"""
Computing a Region of Interest (ROI) mask manually
==================================================

This example shows manual steps to create and further modify an ROI spatial
mask. They represent a means for "data folding", i.e., extracting and then
analyzing brain data from a subset of voxels rather than whole brain images.
Example can also help alleviate curse of dimensionality (i.e., statistical
problems that arise in the context of high-dimensional input variables).

We demonstrate how to compute a ROI mask using **T-test** and then how simple
image operations can be used before and after computing ROI to improve the
quality of the computed mask.

These chains of operations are easy to set up using Nilearn and Scipy Python
libraries. Here we give clear guidelines about these steps, starting with
pre-image operations to post-image operations. The main point is that
visualization & results checking be possible at each step.

See also :doc:`plot_extract_rois_smith_atlas` for automatic ROI extraction
of brain connected networks given in 4D image.

.. include:: ../../../examples/masker_note.rst

"""

# %%
# Coordinates of the slice we are interested in each direction. We will be
# using them for visualization.

# cut in x-direction
sagittal = -25
# cut in y-direction
coronal = -37
# cut in z-direction
axial = -6

# coordinates displaying should be prepared as a list
cut_coords = [sagittal, coronal, axial]

# %%
# Loading the data
# ----------------
# We rely on the Haxby datasets and its experiments to demonstrate the complete
# list of operations. Fetching datasets is easy, shipping with Nilearn using a
# function named as `fetch_haxby`. The data will then be automatically stored
# in a home directory with "nilearn_data" folder in your computer. From which,
# we process data using paths of the Nifti images.

# We load data from nilearn by import datasets
from nilearn import datasets

# First, we fetch single subject specific data with haxby datasets: to have
# anatomical image, EPI images and masks images
haxby_dataset = datasets.fetch_haxby()

# print basic information on the dataset
print(
    "First subject anatomical nifti image (3D) located is "
    f"at: {haxby_dataset.anat[0]}"
)
print(
    "First subject functional nifti image (4D) is located "
    f"at: {haxby_dataset.func[0]}"
)
print(
    "Labels of haxby dataset (text file) is located "
    f"at: {haxby_dataset.session_target[0]}"
)

# Second, load the labels stored in a text file into array using pandas
import pandas as pd

run_target = pd.read_csv(haxby_dataset.session_target[0], sep=" ")
# Now, we have the labels and will be useful while computing student's t-test
haxby_labels = run_target["labels"]

# %%
# We have the datasets in hand especially paths to the locations. Now, we do
# simple pre-processing step called as image smoothing on functional images
# and then build a statistical test on smoothed images.

# %%
# Build a statistical test to find voxels of interest
# ---------------------------------------------------
# **Smoothing**: Functional MRI data have a low signal-to-noise ratio.
# When using methods that are not robust to noise, it is useful to apply a
# spatial filtering kernel on the data. Such data smoothing is usually applied
# using a Gaussian function with 4mm to 12mm
# :term:`full-width at half-maximum<FWHM>` (this is where the :term:`FWHM`
# comes from). The function :func:`nilearn.image.smooth_img` accounts for
# potential anisotropy in the image affine (i.e., non-indentical
# :term:`voxel` size in all the three dimensions). Analogous to the
# majority of nilearn functions, :func:`nilearn.image.smooth_img` can
# also use file names as input parameters.
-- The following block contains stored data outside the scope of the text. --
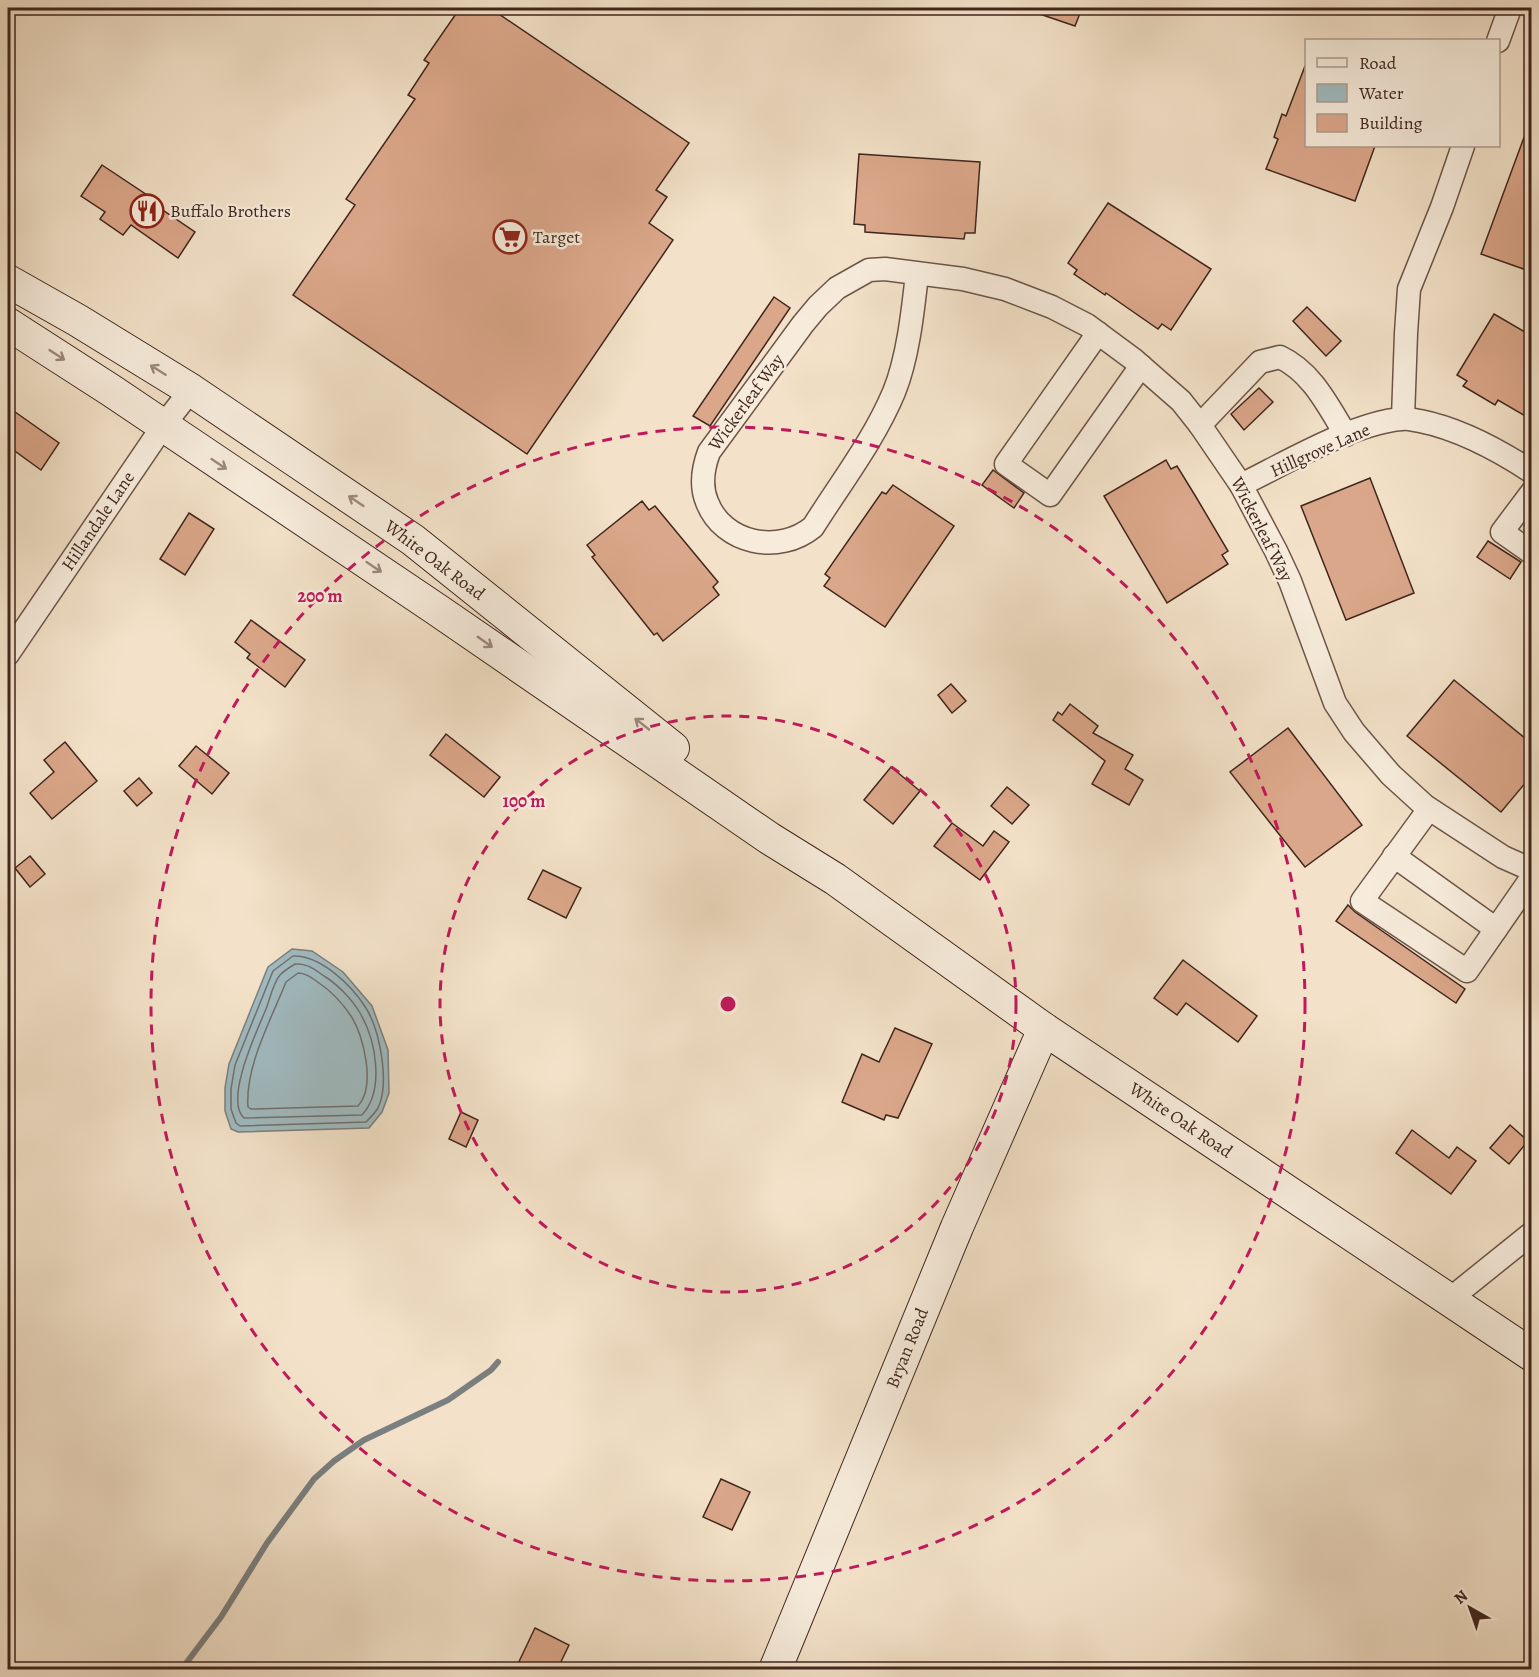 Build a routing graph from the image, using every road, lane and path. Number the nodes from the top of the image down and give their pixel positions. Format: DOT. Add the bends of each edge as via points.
graph roads {
  1 [pos="1510,8"];
  2 [pos="1499,39"];
  3 [pos="1463,147"];
  4 [pos="917,274"];
  5 [pos="8,280"];
  6 [pos="8,324"];
  7 [pos="1098,333"];
  8 [pos="1141,366"];
  9 [pos="190,390"];
  10 [pos="1403,418"];
  11 [pos="1200,425"];
  12 [pos="163,426"];
  13 [pos="1346,435"];
  14 [pos="1532,472"];
  15 [pos="1241,485"];
  16 [pos="1532,492"];
  17 [pos="1532,553"];
  18 [pos="8,654"];
  19 [pos="1429,809"];
  20 [pos="1394,856"];
  21 [pos="1532,870"];
  22 [pos="1532,877"];
  23 [pos="835,879"];
  24 [pos="1496,929"];
  25 [pos="1044,1029"];
  26 [pos="1532,1233"];
  27 [pos="1450,1299"];
  28 [pos="1532,1355"];
  29 [pos="775,1670"];
  1 -- 2 [label="street"];
  3 -- 10 [label="street" via="1409,289"];
  4 -- 4 [label="street, Wickerleaf Way" via="869,270 837,288 803,324 709,452 703,466 707,502 732,534 754,542 773,543 803,536 813,527 878,425 894,390"];
  4 -- 7 [label="street, Wickerleaf Way" via="1005,289 1052,307"];
  9 -- 5 [label="street, White Oak Road, one-way"];
  6 -- 12 [label="street, White Oak Road, one-way"];
  7 -- 8 [label="street, Wickerleaf Way"];
  7 -- 8 [label="street" via="1005,464 1050,495"];
  8 -- 11 [label="street, Wickerleaf Way" via="1181,401"];
  9 -- 12 [label="street, Hillandale Lane"];
  23 -- 9 [label="street, White Oak Road, one-way" via="413,540"];
  10 -- 13 [label="street, Hillgrove Lane"];
  10 -- 14 [label="street, Hillgrove Lane" via="1443,426"];
  11 -- 13 [label="street" via="1260,362 1280,357 1295,364 1315,386"];
  11 -- 15 [label="street, Wickerleaf Way"];
  12 -- 18 [label="street, Hillandale Lane"];
  12 -- 23 [label="street, White Oak Road, one-way"];
  13 -- 15 [label="street, Hillgrove Lane"];
  15 -- 19 [label="street, Wickerleaf Way" via="1290,581 1335,703 1391,775"];
  16 -- 17 [label="street" via="1502,532"];
  19 -- 20 [label="street"];
  19 -- 21 [label="street, Wickerleaf Way" via="1503,857"];
  20 -- 24 [label="street"];
  20 -- 24 [label="street" via="1362,901 1467,971"];
  22 -- 24 [label="street"];
  23 -- 25 [label="street, White Oak Road"];
  25 -- 27 [label="street, White Oak Road"];
  25 -- 29 [label="street, Bryan Road" via="957,1227"];
  26 -- 27 [label="street"];
  27 -- 28 [label="street, White Oak Road"];
} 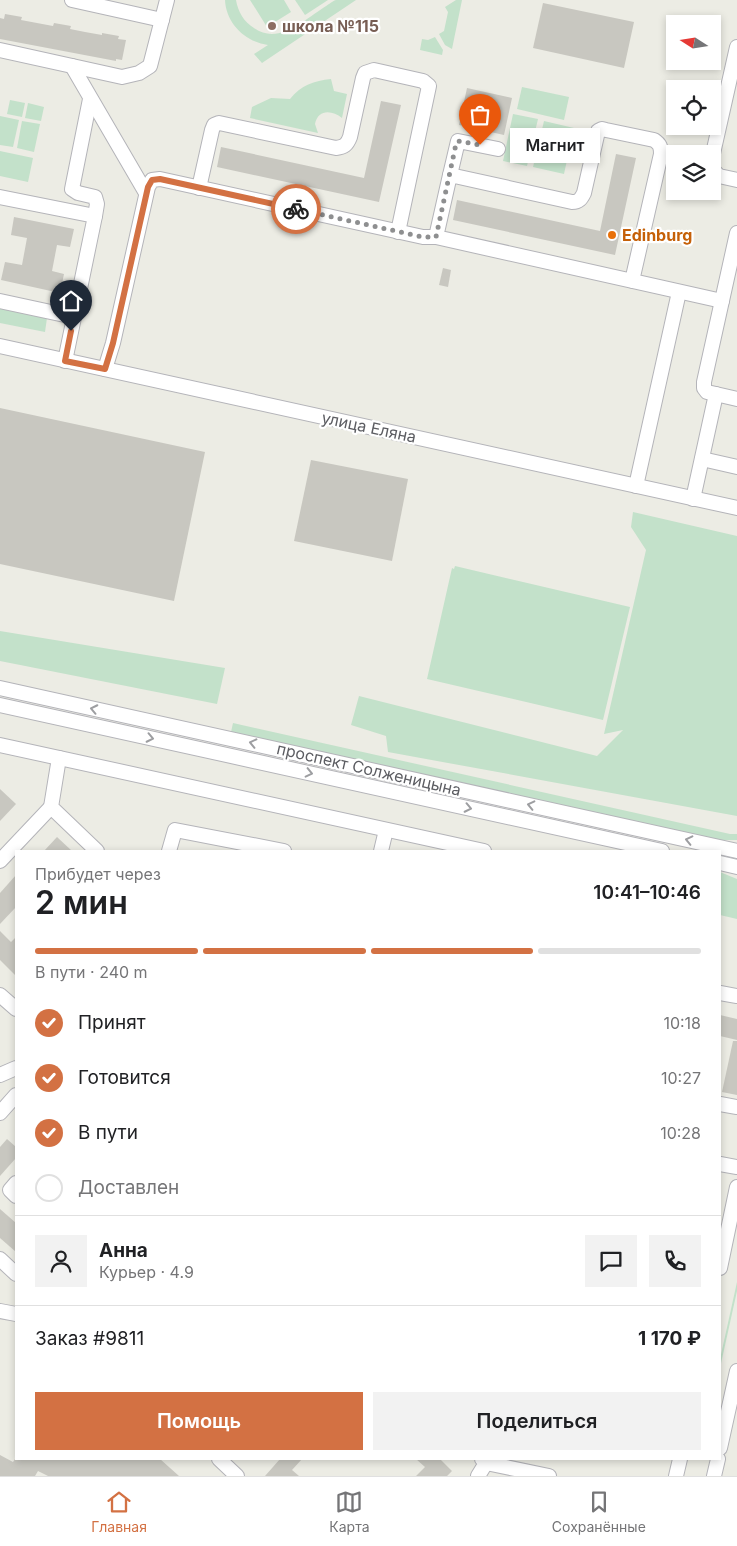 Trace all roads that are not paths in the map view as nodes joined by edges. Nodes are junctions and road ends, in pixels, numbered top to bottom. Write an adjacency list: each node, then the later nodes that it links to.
1 (72, 0): 3 (street)
2 (166, 0): 3 (street)
3 (162, 20): 6 (street)
4 (737, 47): 8 (street)
5 (0, 50): 6 (street)
6 (72, 66): 7 (street)
7 (90, 99): 14 (street); 16 (street)
8 (715, 145)
9 (498, 149): 10 (street)
10 (450, 175): 19 (street); 20 (street)
11 (721, 176): 12 (street)
12 (737, 180)
13 (199, 188): 14 (street); 17 (street); 17 (street)
14 (146, 193): 27 (street)
15 (0, 197): 16 (street)
16 (95, 216): 24 (street)
17 (398, 232): 19 (street)
18 (737, 233): 23 (street)
19 (436, 237): 20 (street)
20 (632, 281): 21 (street)
21 (679, 292): 23 (street); 32 (street)
22 (0, 301): 24 (street)
23 (722, 301): 28 (street)
24 (74, 316): 26 (street)
25 (0, 346): 26 (street, улица Еляна)
26 (65, 361): 27 (street, улица Еляна)
27 (105, 369): 32 (street, улица Еляна)
28 (716, 394): 29 (street); 30 (street)
29 (737, 399)
30 (702, 459): 31 (street); 33 (street)
31 (737, 467)
32 (636, 486): 33 (street, улица Еляна)
33 (693, 498): 34 (street, улица Еляна)
34 (737, 508)
35 (0, 688): 48 (street, проспект Солженицына, one-way to 35)
36 (0, 705): 41 (street, проспект Солженицына, one-way to 41)
37 (0, 745): 38 (street)
38 (59, 758): 39 (street); 40 (street)
39 (51, 807): 42 (street); 49 (street)
40 (386, 830): 45 (street); 46 (street)
41 (637, 848): 47 (street, проспект Солженицына)
42 (97, 850)
43 (169, 850): 44 (street)
44 (279, 850)
45 (381, 850)
46 (479, 850)
47 (654, 850)
48 (737, 851)
49 (0, 861)
50 (721, 863): 51 (street)
51 (736, 868)
52 (721, 993): 54 (street)
53 (0, 995): 55 (street)
54 (737, 996)
55 (15, 1008)
56 (15, 1068): 57 (street)
57 (0, 1075)
58 (15, 1096): 61 (street)
59 (721, 1104): 60 (street)
60 (737, 1108)
61 (0, 1112)
62 (721, 1164): 63 (street)
63 (737, 1167)
64 (15, 1184): 66 (street)
65 (737, 1187): 68 (street)
66 (15, 1195)
67 (0, 1259): 69 (street)
68 (721, 1263)
69 (15, 1273)
70 (0, 1311): 71 (street)
71 (15, 1314)
72 (737, 1371): 73 (street)
73 (721, 1443)
74 (220, 1460): 78 (street)
75 (485, 1460): 79 (street); 80 (street)
76 (680, 1460): 81 (street)
77 (718, 1460): 82 (street)
78 (237, 1476)
79 (478, 1476)
80 (549, 1476)
81 (676, 1476)
82 (714, 1476)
# Smooth the data using image processing module from nilearn
from nilearn import image

# Functional data
fmri_filename = haxby_dataset.func[0]
# smoothing: first argument as functional data filename and smoothing value
# (integer) in second argument. Output returns in Nifti image.
fmri_img = image.smooth_img(fmri_filename, fwhm=6)

# Visualize the mean of the smoothed EPI image using plotting function
# `plot_epi`
from nilearn.plotting import plot_epi

# First, compute the voxel-wise mean of smooth EPI image
# (first argument) using image processing module `image`
mean_img = image.mean_img(fmri_img)
# Second, we visualize the mean image with coordinates positioned manually
plot_epi(mean_img, title="Smoothed mean EPI", cut_coords=cut_coords)

# %%
# Given the smoothed functional data stored in variable 'fmri_img', we then
# select two features of interest with face and house experimental conditions.
# The method we will be using is a simple Student's t-test. The below section
# gives us brief motivation example about why selecting features in high
# dimensional FMRI data setting.

# %%
# Functional MRI data can be considered "high dimensional" given the p-versus-n
# ratio (e.g., p=~20,000-200,000 voxels for n=1000 samples or less). In this
# setting, machine-learning algorithms can perform poorly due to the so-called
# curse of dimensionality. However, simple means from the realms of classical
# statistics can help reducing the number of voxels.
from nilearn.image import get_data

fmri_data = get_data(fmri_img)
# number of voxels being x*y*z, samples in 4th dimension
fmri_data.shape

# %%
# **Selecting features using T-test**: The Student's t-test
# (:func:`scipy.stats.ttest_ind`) is an established method to determine whether
# two distributions have a different mean value.
# It can be used to compare voxel
# time-series from two different experimental conditions (e.g., when houses or
# faces are shown to individuals during brain scanning). If the time-series
# distribution is similar in the two conditions,
# then the :term:`voxel` is not very interesting to discriminate the condition.

import numpy as np
from scipy import stats

# This test returns p-values that represent probabilities that the two
# time-series were not drawn from the same distribution. The lower the
# p-value, the more discriminative is the voxel in distinguishing
# the two conditions (faces and houses).
_, p_values = stats.ttest_ind(
    fmri_data[..., haxby_labels == "face"],
    fmri_data[..., haxby_labels == "house"],
    axis=-1,
)

# Use a log scale for p-values
log_p_values = -np.log10(p_values)
# NAN values to zero
log_p_values[np.isnan(log_p_values)] = 0.0
log_p_values[log_p_values > 10.0] = 10.0

# Before visualizing, we transform the computed p-values to Nifti-like image
# using function `new_img_like` from nilearn.
from nilearn.image import new_img_like

# Visualize statistical p-values using plotting function `plot_stat_map`
from nilearn.plotting import plot_stat_map

# First argument being a reference image
# and second argument should be p-values data
# to convert to a new image as output.
# This new image will have same header information as reference image.
log_p_values_img = new_img_like(fmri_img, log_p_values)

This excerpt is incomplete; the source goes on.